Abstract

Abstract In the English spray/load diathesis alternation (also sometimes known as the “locative alternation”) causative verbs with meanings in which some locatum is moved into or onto some location allow either non‐causer argument to be realized as the object, with the other argument realized as an oblique (e.g., John sprayed the paint on the wall vs. John sprayed the wall with the paint ). For several decades this alternation has been a significant, cross‐linguistically attested phenomenon that has served as a major testing ground for theories of the nature of argument realization and the relationship of syntax to lexical semantics. This chapter offers a comprehensive empirical overview of the phenomenon, focusing on the variable realization of the non‐subject arguments of verbs that show the alternation, the corresponding semantics whereby whichever argument of the verb is the object receives a “holistic” interpretation, and the connection to related alternations in English and other languages.
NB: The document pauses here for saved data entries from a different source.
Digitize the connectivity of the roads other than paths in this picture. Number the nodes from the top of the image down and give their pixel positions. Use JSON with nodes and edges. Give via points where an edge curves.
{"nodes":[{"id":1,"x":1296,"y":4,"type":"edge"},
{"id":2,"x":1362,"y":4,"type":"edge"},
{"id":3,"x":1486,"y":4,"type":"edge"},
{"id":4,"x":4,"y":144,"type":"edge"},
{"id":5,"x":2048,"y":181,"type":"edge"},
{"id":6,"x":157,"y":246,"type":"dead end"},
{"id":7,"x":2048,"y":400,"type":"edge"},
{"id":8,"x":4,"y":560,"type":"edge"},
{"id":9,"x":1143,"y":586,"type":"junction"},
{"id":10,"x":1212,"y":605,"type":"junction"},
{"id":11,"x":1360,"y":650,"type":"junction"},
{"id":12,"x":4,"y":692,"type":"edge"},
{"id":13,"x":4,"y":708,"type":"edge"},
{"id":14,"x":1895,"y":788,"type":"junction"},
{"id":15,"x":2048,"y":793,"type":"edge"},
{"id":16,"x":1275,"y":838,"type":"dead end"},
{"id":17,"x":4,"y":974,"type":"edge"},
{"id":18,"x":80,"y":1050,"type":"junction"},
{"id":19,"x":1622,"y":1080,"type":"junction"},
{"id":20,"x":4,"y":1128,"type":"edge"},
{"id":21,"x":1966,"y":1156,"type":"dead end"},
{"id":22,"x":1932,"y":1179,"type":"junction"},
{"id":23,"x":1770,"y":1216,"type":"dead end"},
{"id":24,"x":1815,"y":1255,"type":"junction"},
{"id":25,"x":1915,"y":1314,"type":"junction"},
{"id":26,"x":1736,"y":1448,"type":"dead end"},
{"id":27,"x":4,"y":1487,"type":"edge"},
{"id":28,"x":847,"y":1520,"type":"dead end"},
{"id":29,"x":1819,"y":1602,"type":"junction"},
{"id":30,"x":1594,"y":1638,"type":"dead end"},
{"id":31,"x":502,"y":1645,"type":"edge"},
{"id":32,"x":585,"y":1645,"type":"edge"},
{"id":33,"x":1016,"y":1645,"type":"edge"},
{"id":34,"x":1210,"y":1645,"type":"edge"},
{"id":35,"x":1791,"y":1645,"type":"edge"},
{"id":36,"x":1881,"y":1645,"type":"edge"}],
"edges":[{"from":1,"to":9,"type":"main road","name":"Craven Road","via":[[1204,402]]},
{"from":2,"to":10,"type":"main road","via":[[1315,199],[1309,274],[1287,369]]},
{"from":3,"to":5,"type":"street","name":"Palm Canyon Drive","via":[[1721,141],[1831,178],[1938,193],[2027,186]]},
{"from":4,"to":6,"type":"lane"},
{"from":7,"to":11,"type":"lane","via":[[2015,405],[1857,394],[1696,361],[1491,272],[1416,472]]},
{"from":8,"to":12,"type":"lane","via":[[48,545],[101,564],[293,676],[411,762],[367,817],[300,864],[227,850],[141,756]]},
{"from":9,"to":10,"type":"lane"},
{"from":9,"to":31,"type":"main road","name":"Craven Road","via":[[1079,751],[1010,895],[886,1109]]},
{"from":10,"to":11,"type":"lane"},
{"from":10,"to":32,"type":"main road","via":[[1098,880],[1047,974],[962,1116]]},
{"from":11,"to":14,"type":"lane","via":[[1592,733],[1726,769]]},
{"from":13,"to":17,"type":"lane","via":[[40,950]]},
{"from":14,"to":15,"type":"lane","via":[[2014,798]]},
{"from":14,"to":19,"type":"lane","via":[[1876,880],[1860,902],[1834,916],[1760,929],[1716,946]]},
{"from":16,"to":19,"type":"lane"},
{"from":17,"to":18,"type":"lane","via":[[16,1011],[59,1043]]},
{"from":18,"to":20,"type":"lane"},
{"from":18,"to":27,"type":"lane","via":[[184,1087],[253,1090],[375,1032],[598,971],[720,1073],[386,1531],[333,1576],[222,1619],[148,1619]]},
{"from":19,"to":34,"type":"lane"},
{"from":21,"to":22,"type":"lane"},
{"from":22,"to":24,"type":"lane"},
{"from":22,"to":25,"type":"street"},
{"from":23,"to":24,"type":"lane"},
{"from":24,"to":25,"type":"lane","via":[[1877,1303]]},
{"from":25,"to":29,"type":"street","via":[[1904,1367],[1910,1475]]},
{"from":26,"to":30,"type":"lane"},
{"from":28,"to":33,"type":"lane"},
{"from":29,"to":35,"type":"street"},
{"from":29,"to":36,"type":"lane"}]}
Various analyses are discussed that have used this alternation to argue for particular views of the syntax of argument realization and the syntax–lexical semantics link, including purely syntactic alternations that take the derivation to be transformational in nature, and approaches that have argued for particular views of the nature of lexical meanings and the mapping to syntax, including traditional thematic role, event structural, lexical aspectual, and lexical entailment‐based approaches. Theories that have argued that the relevant aspects of lexical meaning are encoded syntactically rather than lexically are also discussed, as are theories that have looked at the more fine‐grained microvariation in which verbs show the alternation and why. The ultimate conclusion is that lexical variation in which verbs show the alternation and their properties when they do is one of the largest unanswered questions regarding this phenomenon and will require more detailed work on how lexical idiosyncrasy figures into argument realization.